You may have typically a second opportunity to take this exam if you do not pass the first time.

Oral Qualifying Exam

This exam is often referred to as your "Quals." It is supposed to be taken within 6 months of your written exam, in order to keep people moving toward their degree in a timely fashion. Note that this exam effectively is the oral defense of your proposed thesis topic. The CEE department at Berkeley does not require an out-going defense of dissertation, unlike other universities and some other departments on campus. The three signatures of your dissertation committee, after you write it, will be your final hurdle. (You must also present your dissertation in the one-hour weekly seminar that the transportation group hosts every Friday, from 4 to 5 pm.)

[Note that the oral exam may be different in other departments. According to Graduate Division rules, the oral exam is to cover general preparation as well as the dissertation prospectus, although in CEE, in practice, the prospectus is usually the main focus.]

Five people will participate, most likely those whom you listed on your Program of Study as "Suggested Exam Committee" members. The chair of this committee will be the person who chaired your Written Examination if they are a member of the Academic Senate. Otherwise another person on the committee (not your advisor) will serve as chair. Your advisor and the two persons who wrote written-exam questions for you that are not in your area of focus will also likely be on this committee. You get to choose the two outside members (usually one from each of your minors).

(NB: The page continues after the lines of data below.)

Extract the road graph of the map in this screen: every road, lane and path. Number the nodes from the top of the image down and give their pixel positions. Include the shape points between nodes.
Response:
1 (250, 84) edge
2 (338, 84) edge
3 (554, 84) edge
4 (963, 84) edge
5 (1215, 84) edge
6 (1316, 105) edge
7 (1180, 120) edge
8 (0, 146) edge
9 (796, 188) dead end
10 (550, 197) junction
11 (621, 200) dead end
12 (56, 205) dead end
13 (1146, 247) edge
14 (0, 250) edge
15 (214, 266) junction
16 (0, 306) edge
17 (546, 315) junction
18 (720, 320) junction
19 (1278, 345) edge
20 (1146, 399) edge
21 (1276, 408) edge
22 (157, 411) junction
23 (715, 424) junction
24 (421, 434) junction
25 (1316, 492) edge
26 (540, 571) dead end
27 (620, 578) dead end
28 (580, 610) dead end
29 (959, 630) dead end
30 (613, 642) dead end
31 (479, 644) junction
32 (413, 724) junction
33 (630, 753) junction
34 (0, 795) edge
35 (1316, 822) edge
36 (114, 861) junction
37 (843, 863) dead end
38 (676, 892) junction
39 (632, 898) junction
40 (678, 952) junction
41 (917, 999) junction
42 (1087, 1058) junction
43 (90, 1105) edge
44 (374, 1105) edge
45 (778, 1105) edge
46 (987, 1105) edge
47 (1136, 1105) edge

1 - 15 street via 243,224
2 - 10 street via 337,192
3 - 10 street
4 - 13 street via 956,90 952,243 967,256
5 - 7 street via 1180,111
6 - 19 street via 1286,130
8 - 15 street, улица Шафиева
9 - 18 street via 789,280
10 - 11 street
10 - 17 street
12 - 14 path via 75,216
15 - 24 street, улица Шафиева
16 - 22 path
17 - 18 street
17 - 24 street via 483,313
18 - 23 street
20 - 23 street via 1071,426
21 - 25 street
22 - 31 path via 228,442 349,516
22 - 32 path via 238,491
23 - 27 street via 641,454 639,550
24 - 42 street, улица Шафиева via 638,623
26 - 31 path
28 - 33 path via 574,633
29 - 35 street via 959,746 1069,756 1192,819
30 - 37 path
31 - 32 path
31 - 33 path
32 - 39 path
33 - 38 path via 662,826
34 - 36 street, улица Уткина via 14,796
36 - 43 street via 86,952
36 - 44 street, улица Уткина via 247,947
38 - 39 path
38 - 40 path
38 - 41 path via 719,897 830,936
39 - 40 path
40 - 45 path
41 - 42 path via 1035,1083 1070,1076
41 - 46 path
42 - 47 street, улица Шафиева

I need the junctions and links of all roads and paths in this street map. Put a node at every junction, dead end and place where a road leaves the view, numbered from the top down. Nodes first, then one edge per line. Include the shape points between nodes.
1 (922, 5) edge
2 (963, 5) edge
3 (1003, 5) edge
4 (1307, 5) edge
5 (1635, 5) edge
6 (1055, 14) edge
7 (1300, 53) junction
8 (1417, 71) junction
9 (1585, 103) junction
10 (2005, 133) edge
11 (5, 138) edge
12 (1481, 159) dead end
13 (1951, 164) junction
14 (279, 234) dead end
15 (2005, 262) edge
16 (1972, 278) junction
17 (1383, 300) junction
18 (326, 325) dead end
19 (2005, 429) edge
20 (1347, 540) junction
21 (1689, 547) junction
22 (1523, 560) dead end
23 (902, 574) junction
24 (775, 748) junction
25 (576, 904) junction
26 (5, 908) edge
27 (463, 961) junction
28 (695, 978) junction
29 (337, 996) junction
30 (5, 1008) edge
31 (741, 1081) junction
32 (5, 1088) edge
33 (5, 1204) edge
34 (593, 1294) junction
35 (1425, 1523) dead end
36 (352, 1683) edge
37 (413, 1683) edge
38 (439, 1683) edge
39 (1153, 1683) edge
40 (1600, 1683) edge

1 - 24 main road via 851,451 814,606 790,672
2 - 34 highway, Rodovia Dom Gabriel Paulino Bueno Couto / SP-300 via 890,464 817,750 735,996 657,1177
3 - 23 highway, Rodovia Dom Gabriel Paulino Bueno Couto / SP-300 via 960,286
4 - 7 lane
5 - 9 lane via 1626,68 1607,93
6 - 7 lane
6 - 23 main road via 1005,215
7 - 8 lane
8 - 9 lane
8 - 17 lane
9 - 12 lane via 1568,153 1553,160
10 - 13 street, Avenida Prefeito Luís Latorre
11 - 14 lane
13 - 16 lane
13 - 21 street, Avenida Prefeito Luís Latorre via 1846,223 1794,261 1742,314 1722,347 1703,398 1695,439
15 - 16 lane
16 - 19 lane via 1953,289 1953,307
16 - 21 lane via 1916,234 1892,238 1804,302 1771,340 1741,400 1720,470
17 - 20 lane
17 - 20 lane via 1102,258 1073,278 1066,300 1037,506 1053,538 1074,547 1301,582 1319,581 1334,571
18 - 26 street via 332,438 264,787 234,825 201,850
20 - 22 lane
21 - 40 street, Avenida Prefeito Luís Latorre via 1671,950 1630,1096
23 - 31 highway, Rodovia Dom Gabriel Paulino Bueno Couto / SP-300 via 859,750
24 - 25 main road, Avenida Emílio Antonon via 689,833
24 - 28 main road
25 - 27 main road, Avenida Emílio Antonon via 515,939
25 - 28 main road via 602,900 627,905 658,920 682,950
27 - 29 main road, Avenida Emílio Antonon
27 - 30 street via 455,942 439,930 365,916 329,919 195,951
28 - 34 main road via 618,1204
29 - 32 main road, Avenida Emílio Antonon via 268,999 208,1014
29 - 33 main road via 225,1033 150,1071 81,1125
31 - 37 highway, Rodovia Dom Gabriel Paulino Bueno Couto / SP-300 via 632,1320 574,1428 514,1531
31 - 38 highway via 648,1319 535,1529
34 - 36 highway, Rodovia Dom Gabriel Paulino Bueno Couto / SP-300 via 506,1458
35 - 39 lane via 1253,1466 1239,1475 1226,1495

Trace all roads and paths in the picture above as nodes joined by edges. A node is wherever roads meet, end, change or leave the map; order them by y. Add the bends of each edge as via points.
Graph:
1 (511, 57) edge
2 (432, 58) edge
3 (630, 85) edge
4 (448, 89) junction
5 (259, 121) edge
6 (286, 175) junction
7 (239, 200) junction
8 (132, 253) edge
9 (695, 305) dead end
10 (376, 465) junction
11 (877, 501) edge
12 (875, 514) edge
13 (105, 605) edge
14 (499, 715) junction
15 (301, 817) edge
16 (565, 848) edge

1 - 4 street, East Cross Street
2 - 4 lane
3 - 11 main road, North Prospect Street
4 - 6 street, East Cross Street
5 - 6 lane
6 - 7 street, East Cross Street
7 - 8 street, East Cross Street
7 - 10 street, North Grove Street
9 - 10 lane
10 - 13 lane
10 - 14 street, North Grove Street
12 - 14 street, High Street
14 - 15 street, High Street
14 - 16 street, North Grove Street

You must set up the date for this examination well in advance, since faculty tend to have a lot of outside commitments which take them away from campus. The most important to schedule are those three in the transportation group; the two outside committee members can be asked somewhat later, since you have a choice of these two.

You must also reserve the examination room (typically 214 McLaughlin, through Gilbert Rocha, who works in 750 Davis) for approximately 3 hours. You will need to present your Prospectus (which all committee members should have been given roughly 1+ weeks in advance) in the first 15-20 minutes, and you will be asked a lot of questions on your topic. Some questions will come during your presentation, but most will follow it. As examples, these questions may focus on assumptions your models are implicitly making and may suggest other directions to pursue in attacking the question at hand. They may also be in regards to specific analytical tools you will need, to make sure you are equipped and ready. You should be far more prepared than you can possibly show in the 15-20 minutes of your presentation; your 15+-page prospectus will give them many details that your presentation cannot. It is also of great use to you if you have started working with some of the data you propose to use in your work (if you will be using data) and if you already have something concrete to demonstrate the methodology you will be using.

The exam probably will not take much longer than 2 to 2 1/2 hours at which time you'll be asked to leave the room and the committee will talk among itself to see if any issues/questions remain. They will then ask you back in and either ask their remaining questions or tell you whether you have passed.

After the examination, the chair of the exam committee will have all 5 members note their decision (i.e., pass or not pass) and sign their names. The chair will also have the original of your Program of Study and your advisor must note whether you passed or not on this form. These two forms must then go to the group assistant (in 215 McLaughlin) to be photocopied (and the copies placed in your file) and passed on to 750 Davis. The staff in 750 Davis then pass it on to Graduate Degrees.

If you pass, the Graduate Assistant will mail a "Plan B: Application for Candidacy for the Degree of Doctor of Philosophy" form to your home address. In order to get Normative Time Fee Offsets (i.e., reduced tuition payments during the remaining semesters of your "normal" time = 5 years for Ph.D.), you must hand this in to Graduate Degrees in 302 Sproul -- after getting your Advisor and Dissertation Chair to sign (who may be the same person) and getting the Graduate Advisor Chair (via those helpful people in 750 Davis) to sign. This form just indicates details about your dissertation, such as the subject (or title) and the members of the committee, and some information regarding your past, written exam. You will need three dissertation committee members, one of whom must come from one of your minors' departments. You can have up to five members if you wish, but three is typical. There is a $50 fee to file this form, check payable to the U.C. Regents, of course.

Filing Your Dissertation

Your dissertation will often consist of an introduction, a literature review, a methodology section, and perhaps an empirical analysis, and definitely a conclusion. The Graduate Degrees group offers workshops on writing a dissertation, but it is also of great use to take a look at those completed by others in your area, to get an idea of possible organization.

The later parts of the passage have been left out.